The world is conducting various research activities to achieve so-called carbon neutrality, which is to reduce carbon emissions as much as possible and increase absorption to reduce actual carbon emissions to “0” level. In order to respond to the implementation of carbon neutrality and establishment of related policies in countries around the world, various policies and strategies are being implemented domestically, and in particular, a special solution is needed as greenhouse gas emissions in the steel sector correspond to the highest emissions with reference to a single industry.

In the case of a hydrogen reduction steelmaking technology, which has recently been attracting attention as a decarbonization technology, the development has been made focusing on the production of hydrogen-reduced iron based on high-grade raw materials (DR-grade) with an iron (Fe) content of 67% or more and the electric arc furnace (EAF) melting process. However, high-quality raw materials account for a very small proportion of the total raw material supply, and due to concerns about limited supply and demand, the development of a technology for utilizing low-quality raw materials has become an issue.

Therefore, when using low-quality raw materials, problems such as a reduced reduction rate and a decreased yield due to increased gangue content are anticipated, and thus a plan to introduce hydrogen reduction direct reduction iron (DRI) and Electric Smelter (melting+implementation of further reduction by carbon material+carbon capture, utilization, and storage (CCUS) linkage) instead of the electric furnace schemes are being considered. In this case, CO₂ or the like generated by the use of carbon reducing agents in a smelter process is highly likely to be recycled (CCU) in a decarbonization reaction, and thus there is a need for research using CO₂.

In conventional O₂ refining, CO gas is no longer generated at the end of decarbonization refining (2Fe+O₂→2FeO). However, in CO₂ refining, even if decarbonization refining ends, CO gas continues to be generated during an oxidation process of metals such as Fe by CO₂ gas, making it difficult to predict the end of decarbonization at a location at which CO gas generation stops (Fe+CO₂→FeO+CO).

SUMMARY

The disclosure is to provide a method and a system device for refining molten iron, wherein CO₂ gas generated during melting and further reduction is collect to be used in decarbonization refining, so as to optimize processes and achieve carbon neutrality.
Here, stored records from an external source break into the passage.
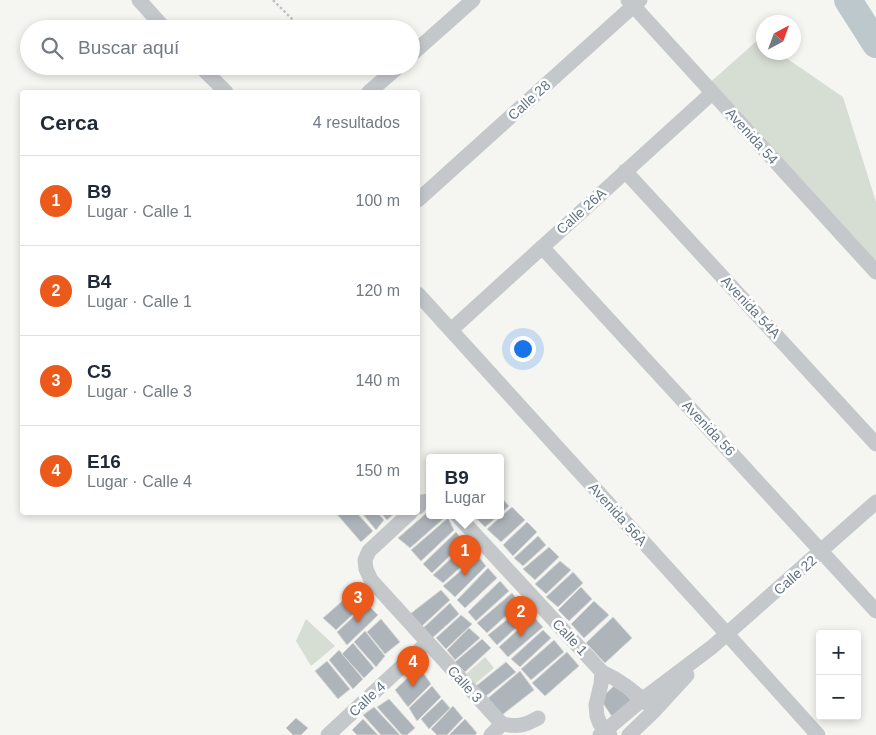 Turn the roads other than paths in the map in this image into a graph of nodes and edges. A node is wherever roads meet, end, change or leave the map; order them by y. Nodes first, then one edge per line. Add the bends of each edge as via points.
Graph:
1 (138, 0) edge
2 (473, 0) edge
3 (634, 2) edge
4 (157, 20) edge
5 (420, 47) edge
6 (209, 75) edge
7 (389, 75) edge
8 (224, 90) edge
9 (371, 90) edge
10 (712, 93) junction
11 (625, 171) junction
12 (420, 198) edge
13 (542, 246) junction
14 (876, 272) edge
15 (420, 296) edge
16 (451, 330) junction
17 (876, 444) edge
18 (876, 502) edge
19 (408, 515) edge
20 (461, 519) edge
21 (822, 551) junction
22 (876, 611) edge
23 (727, 634) junction
24 (427, 642) junction
25 (712, 647) junction
26 (602, 672) junction
27 (643, 700) junction
28 (655, 710) junction
29 (538, 718) dead end
30 (497, 730) edge
31 (605, 733) edge
32 (328, 735) edge
33 (629, 735) edge
34 (818, 735) edge

1 - 4 street
2 - 5 street
3 - 10 street, Avenida 54
3 - 12 street, Calle 28
6 - 8 street
7 - 9 street
10 - 11 street, Calle 26A
10 - 14 street, Avenida 54
11 - 13 street, Calle 26A
11 - 17 street, Avenida 54A
13 - 16 street, Calle 26A
13 - 21 street, Avenida 56
15 - 16 street, Avenida 56A
16 - 23 street, Avenida 56A
18 - 21 street, Calle 22
19 - 24 street, Calle 3 via 369,551 366,569 371,580
20 - 26 street, Calle 1
21 - 22 street, Avenida 56
21 - 23 street, Calle 22
23 - 25 street, Calle 22
23 - 34 street, Avenida 56A
24 - 30 street, Calle 3
24 - 32 street, Calle 4
25 - 27 street, Calle 22
25 - 28 street, Calle 22
26 - 27 street, Calle 1 via 628,686
26 - 31 street via 596,705
27 - 28 street, Calle 1
27 - 31 street, Calle 22
28 - 33 street, Calle 22
29 - 30 street, Calle 3 via 527,724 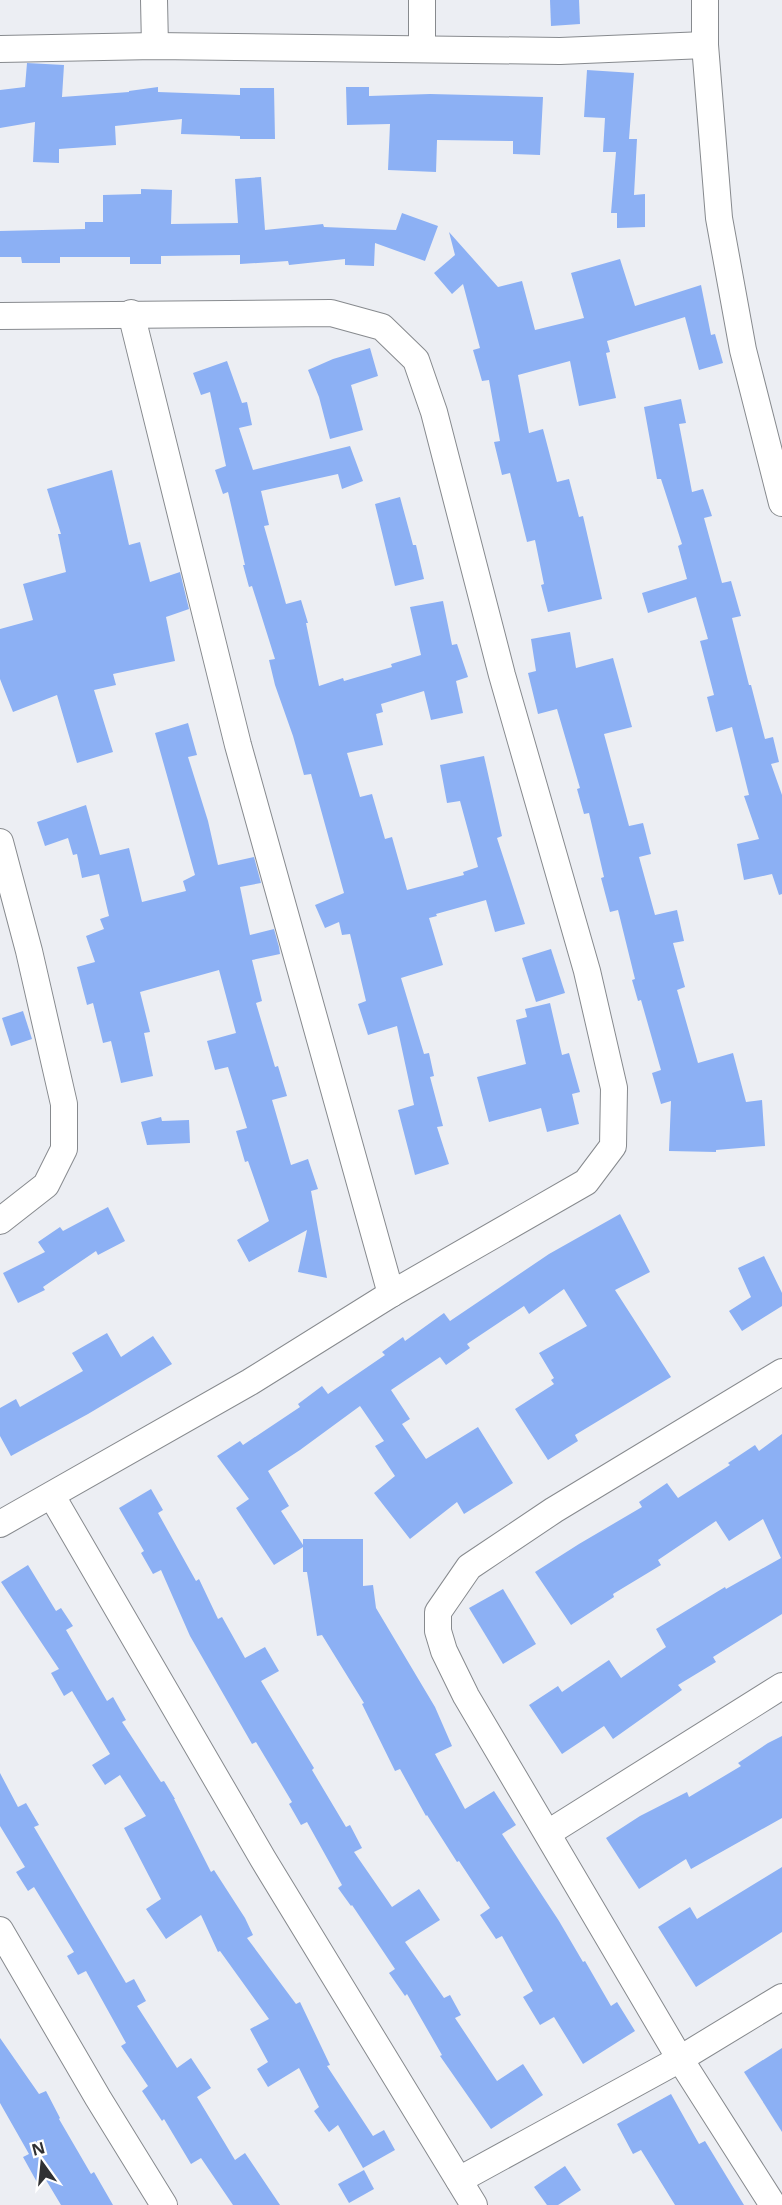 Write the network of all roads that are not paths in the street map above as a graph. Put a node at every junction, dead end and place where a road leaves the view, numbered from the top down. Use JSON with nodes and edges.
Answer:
{"nodes":[{"id":1,"x":154,"y":0,"type":"edge"},
{"id":2,"x":422,"y":0,"type":"edge"},
{"id":3,"x":705,"y":0,"type":"edge"},
{"id":4,"x":705,"y":45,"type":"junction"},
{"id":5,"x":156,"y":46,"type":"junction"},
{"id":6,"x":0,"y":49,"type":"edge"},
{"id":7,"x":422,"y":49,"type":"junction"},
{"id":8,"x":131,"y":313,"type":"junction"},
{"id":9,"x":0,"y":316,"type":"edge"},
{"id":10,"x":782,"y":503,"type":"edge"},
{"id":11,"x":0,"y":842,"type":"edge"},
{"id":12,"x":0,"y":1221,"type":"edge"},
{"id":13,"x":391,"y":1294,"type":"junction"},
{"id":14,"x":782,"y":1372,"type":"edge"},
{"id":15,"x":52,"y":1496,"type":"junction"},
{"id":16,"x":0,"y":1524,"type":"edge"},
{"id":17,"x":782,"y":1686,"type":"edge"},
{"id":18,"x":549,"y":1833,"type":"junction"},
{"id":19,"x":0,"y":1930,"type":"edge"},
{"id":20,"x":782,"y":1997,"type":"edge"},
{"id":21,"x":680,"y":2058,"type":"junction"},
{"id":22,"x":459,"y":2180,"type":"junction"},
{"id":23,"x":164,"y":2205,"type":"edge"},
{"id":24,"x":474,"y":2205,"type":"edge"},
{"id":25,"x":773,"y":2205,"type":"edge"}],
"edges":[{"from":1,"to":5,"type":"street"},
{"from":2,"to":7,"type":"street"},
{"from":3,"to":4,"type":"street"},
{"from":4,"to":7,"type":"street"},
{"from":4,"to":10,"type":"street"},
{"from":5,"to":6,"type":"street"},
{"from":5,"to":7,"type":"street"},
{"from":8,"to":9,"type":"street"},
{"from":8,"to":13,"type":"street"},
{"from":8,"to":13,"type":"street"},
{"from":11,"to":12,"type":"street"},
{"from":13,"to":15,"type":"street"},
{"from":14,"to":18,"type":"street"},
{"from":15,"to":16,"type":"street"},
{"from":15,"to":22,"type":"street"},
{"from":17,"to":18,"type":"street"},
{"from":18,"to":21,"type":"street"},
{"from":19,"to":23,"type":"street"},
{"from":20,"to":21,"type":"street"},
{"from":21,"to":22,"type":"street"},
{"from":21,"to":25,"type":"street"},
{"from":22,"to":24,"type":"street"}]}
In addition, the disclosure is to predict the end point of the decarbonization refining by measuring the amount of CO gas generated in decarbonization refining.

The aspect of the disclosure is not limited to that mentioned above, and other aspects not mentioned will be clearly understood by those skilled in the art from the description below.

According to an embodiment of the disclosure, provided is a method for refining molten iron using hydrogen reduction DRI, the method including: preparing a raw material; reducing the raw material through a Direct Reduction Iron (DRI) process; inputting a carbon material into the reduced raw material to perform melting and further reduction; separating and collecting CO₂ gas from exhaust gas generated according to the input of the carbon material; performing decarbonization refining by blowing the separated and collected CO₂ gas into molten iron; and determining whether decarbonization refining is complete by measuring the amount of CO gas generated in the decarbonization refining.

The melting and further reduction may be performed through electric smelting (electric smelter).

The separating and collecting of the CO2 gas may be performed through physical adsorption or chemical absorption.

The separating and collecting of the CO2 gas may further include collecting CO2 and O2 mixed gas.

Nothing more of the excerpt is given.